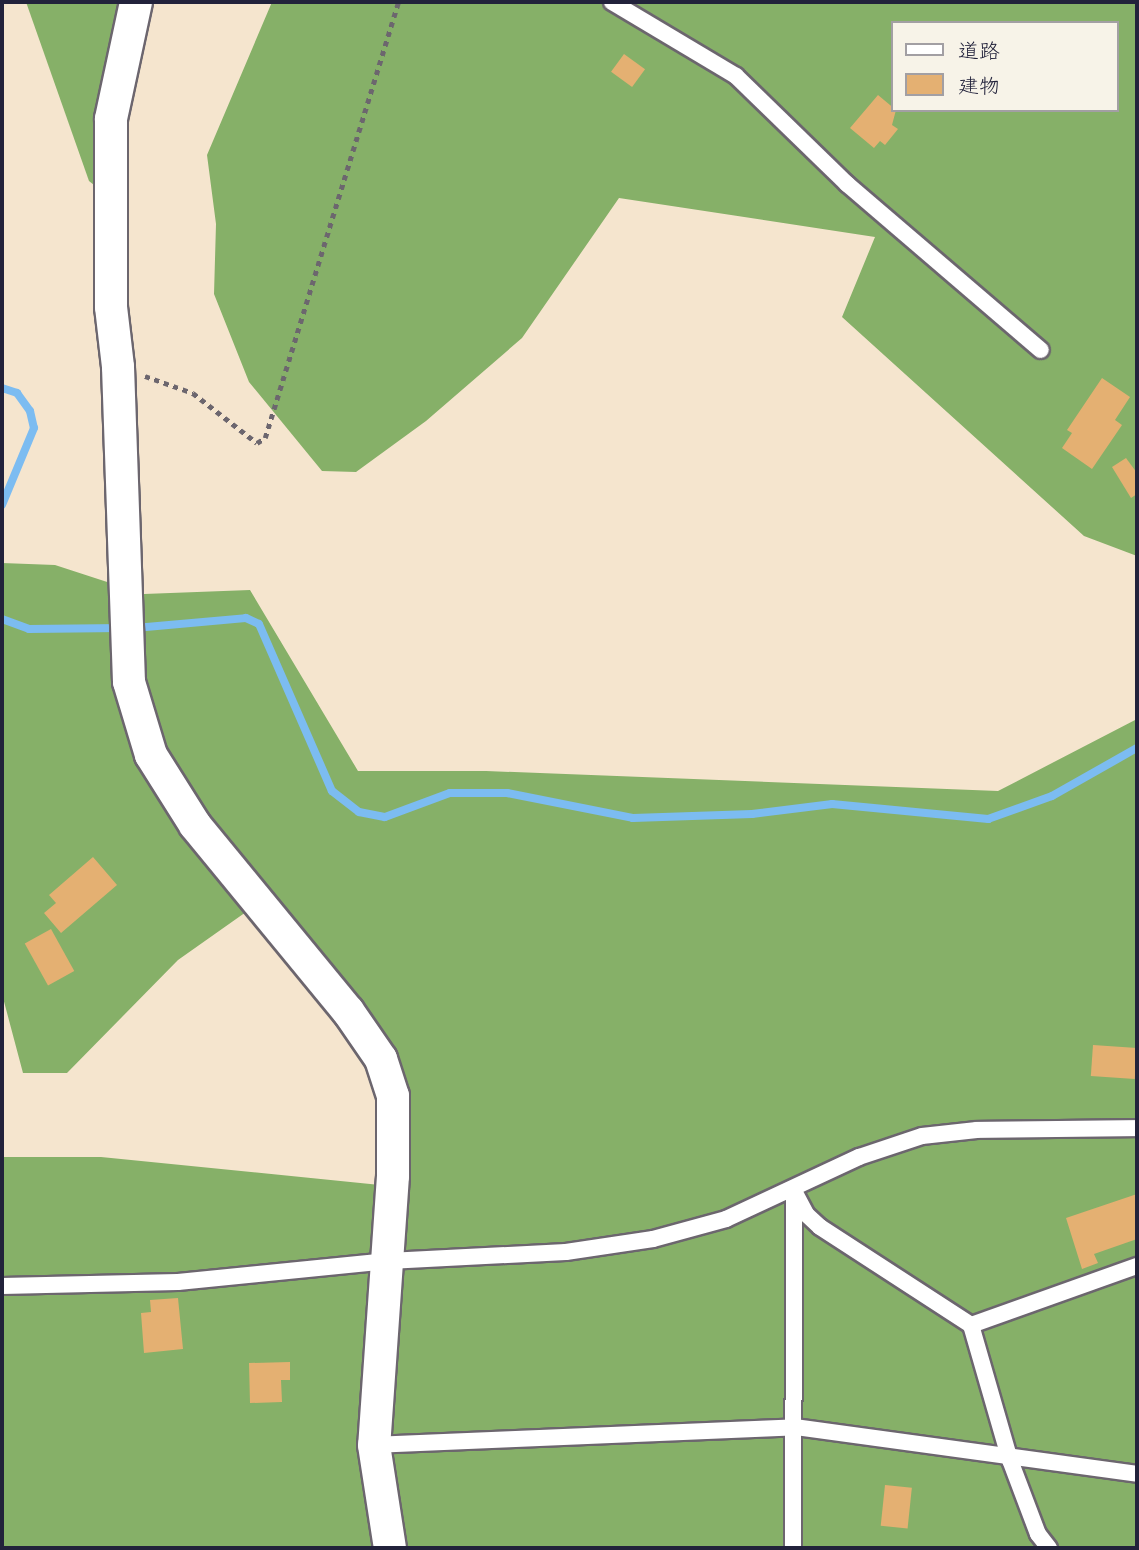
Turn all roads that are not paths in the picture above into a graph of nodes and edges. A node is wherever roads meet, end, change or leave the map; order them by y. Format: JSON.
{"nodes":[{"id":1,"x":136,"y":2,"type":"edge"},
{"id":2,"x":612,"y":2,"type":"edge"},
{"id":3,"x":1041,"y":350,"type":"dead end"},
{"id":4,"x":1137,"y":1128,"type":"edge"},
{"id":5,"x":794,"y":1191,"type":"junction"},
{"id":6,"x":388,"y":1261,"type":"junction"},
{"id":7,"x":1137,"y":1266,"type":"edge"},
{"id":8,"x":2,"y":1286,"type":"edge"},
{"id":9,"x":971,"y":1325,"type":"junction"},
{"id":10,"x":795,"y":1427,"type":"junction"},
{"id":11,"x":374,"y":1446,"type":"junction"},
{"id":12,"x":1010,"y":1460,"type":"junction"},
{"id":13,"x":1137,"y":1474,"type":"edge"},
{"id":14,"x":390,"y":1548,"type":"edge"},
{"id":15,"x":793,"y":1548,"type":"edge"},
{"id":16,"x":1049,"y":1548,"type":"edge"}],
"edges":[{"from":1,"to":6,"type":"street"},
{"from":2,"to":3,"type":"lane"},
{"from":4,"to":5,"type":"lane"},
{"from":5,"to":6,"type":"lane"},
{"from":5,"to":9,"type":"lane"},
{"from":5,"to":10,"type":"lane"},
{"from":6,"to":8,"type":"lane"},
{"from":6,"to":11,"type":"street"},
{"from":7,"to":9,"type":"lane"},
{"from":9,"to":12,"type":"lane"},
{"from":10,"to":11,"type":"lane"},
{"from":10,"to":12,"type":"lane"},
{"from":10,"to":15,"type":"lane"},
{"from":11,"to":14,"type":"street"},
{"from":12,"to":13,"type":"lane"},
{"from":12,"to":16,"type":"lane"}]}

++++++++

• What you will do:
Retype the data word for word and keep the pictures out of it.

• Problem solution:
Turn all roads that are not paths in the picture above into a graph of nodes and edges. A node is wherever roads meet, end, change or leave the map; order them by y. Format: JSON.
{"nodes":[{"id":1,"x":136,"y":2,"type":"edge"},
{"id":2,"x":612,"y":2,"type":"edge"},
{"id":3,"x":1041,"y":350,"type":"dead end"},
{"id":4,"x":1137,"y":1128,"type":"edge"},
{"id":5,"x":794,"y":1191,"type":"junction"},
{"id":6,"x":388,"y":1261,"type":"junction"},
{"id":7,"x":1137,"y":1266,"type":"edge"},
{"id":8,"x":2,"y":1286,"type":"edge"},
{"id":9,"x":971,"y":1325,"type":"junction"},
{"id":10,"x":795,"y":1427,"type":"junction"},
{"id":11,"x":374,"y":1446,"type":"junction"},
{"id":12,"x":1010,"y":1460,"type":"junction"},
{"id":13,"x":1137,"y":1474,"type":"edge"},
{"id":14,"x":390,"y":1548,"type":"edge"},
{"id":15,"x":793,"y":1548,"type":"edge"},
{"id":16,"x":1049,"y":1548,"type":"edge"}],
"edges":[{"from":1,"to":6,"type":"street"},
{"from":2,"to":3,"type":"lane"},
{"from":4,"to":5,"type":"lane"},
{"from":5,"to":6,"type":"lane"},
{"from":5,"to":9,"type":"lane"},
{"from":5,"to":10,"type":"lane"},
{"from":6,"to":8,"type":"lane"},
{"from":6,"to":11,"type":"street"},
{"from":7,"to":9,"type":"lane"},
{"from":9,"to":12,"type":"lane"},
{"from":10,"to":11,"type":"lane"},
{"from":10,"to":12,"type":"lane"},
{"from":10,"to":15,"type":"lane"},
{"from":11,"to":14,"type":"street"},
{"from":12,"to":13,"type":"lane"},
{"from":12,"to":16,"type":"lane"}]}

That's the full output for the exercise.